Extract each line of the records below that contains the word "Dois".

Dataset entries
━━━━━━

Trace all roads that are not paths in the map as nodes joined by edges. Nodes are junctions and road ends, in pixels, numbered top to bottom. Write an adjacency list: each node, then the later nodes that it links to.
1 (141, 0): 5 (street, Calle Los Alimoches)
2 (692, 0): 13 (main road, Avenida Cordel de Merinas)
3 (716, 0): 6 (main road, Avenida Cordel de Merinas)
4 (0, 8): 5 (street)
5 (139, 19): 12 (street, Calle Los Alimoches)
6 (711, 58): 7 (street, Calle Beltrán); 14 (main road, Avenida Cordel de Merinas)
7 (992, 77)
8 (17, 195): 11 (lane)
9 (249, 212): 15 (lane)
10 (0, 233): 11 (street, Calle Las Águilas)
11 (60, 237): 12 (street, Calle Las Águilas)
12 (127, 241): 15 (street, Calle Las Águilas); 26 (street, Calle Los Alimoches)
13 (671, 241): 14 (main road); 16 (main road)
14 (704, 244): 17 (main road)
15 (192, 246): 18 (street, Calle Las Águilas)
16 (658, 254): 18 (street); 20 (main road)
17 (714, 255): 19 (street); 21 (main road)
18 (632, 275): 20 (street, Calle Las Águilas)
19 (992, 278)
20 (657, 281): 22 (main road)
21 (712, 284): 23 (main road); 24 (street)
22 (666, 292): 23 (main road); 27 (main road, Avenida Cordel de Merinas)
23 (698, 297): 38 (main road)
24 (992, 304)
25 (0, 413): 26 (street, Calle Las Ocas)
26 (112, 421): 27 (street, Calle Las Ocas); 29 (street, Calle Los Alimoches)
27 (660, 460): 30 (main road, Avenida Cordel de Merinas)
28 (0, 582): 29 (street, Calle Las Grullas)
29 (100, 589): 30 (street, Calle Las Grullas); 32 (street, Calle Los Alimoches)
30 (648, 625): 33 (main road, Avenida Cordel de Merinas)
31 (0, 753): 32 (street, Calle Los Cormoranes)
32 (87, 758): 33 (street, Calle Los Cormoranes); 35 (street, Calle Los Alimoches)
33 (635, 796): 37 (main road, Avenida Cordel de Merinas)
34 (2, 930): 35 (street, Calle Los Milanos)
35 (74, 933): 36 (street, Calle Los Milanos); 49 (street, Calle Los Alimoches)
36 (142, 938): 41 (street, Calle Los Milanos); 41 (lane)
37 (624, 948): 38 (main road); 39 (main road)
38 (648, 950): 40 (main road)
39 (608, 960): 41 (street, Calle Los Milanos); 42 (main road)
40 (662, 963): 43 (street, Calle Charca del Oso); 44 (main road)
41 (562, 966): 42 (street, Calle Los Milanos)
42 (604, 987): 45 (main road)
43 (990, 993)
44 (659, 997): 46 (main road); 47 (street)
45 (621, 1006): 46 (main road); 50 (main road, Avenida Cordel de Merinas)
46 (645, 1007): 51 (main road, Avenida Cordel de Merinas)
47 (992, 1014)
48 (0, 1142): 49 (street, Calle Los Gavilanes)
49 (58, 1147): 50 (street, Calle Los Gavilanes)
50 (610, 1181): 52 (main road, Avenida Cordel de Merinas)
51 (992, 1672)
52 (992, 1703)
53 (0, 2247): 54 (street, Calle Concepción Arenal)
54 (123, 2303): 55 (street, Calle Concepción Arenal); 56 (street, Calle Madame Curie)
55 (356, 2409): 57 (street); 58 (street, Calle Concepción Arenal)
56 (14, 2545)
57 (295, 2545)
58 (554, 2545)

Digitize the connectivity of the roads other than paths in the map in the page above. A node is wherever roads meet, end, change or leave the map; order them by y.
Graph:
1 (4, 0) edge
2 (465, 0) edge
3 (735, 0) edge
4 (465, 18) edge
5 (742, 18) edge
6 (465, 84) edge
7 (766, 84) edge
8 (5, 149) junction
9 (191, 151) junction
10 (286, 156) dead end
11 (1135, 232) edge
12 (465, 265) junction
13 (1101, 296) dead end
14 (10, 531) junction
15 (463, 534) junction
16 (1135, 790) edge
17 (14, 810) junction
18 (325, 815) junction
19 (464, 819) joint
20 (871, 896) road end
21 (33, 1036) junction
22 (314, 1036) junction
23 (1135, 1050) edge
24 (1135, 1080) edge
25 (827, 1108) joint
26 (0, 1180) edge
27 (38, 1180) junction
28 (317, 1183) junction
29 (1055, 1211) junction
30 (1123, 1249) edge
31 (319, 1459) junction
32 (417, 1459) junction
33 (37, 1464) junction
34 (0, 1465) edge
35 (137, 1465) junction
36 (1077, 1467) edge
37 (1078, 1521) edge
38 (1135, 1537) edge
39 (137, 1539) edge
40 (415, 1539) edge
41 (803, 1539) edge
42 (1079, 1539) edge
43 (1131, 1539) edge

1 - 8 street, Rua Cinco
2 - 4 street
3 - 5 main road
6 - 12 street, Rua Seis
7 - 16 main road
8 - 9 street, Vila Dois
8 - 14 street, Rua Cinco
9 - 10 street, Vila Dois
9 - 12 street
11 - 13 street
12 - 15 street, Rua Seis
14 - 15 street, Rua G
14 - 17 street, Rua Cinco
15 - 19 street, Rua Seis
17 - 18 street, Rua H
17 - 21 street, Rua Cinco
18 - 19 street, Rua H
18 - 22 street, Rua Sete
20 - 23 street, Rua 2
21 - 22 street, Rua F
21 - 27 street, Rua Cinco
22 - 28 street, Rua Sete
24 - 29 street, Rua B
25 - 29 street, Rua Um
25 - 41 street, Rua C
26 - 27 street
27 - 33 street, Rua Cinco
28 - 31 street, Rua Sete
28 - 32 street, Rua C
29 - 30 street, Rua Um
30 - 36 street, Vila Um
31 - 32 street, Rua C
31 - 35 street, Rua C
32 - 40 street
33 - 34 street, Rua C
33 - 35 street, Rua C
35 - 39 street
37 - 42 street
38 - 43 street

━━━━━━

### Result of the exercise
8 - 9 street, Vila Dois
9 - 10 street, Vila Dois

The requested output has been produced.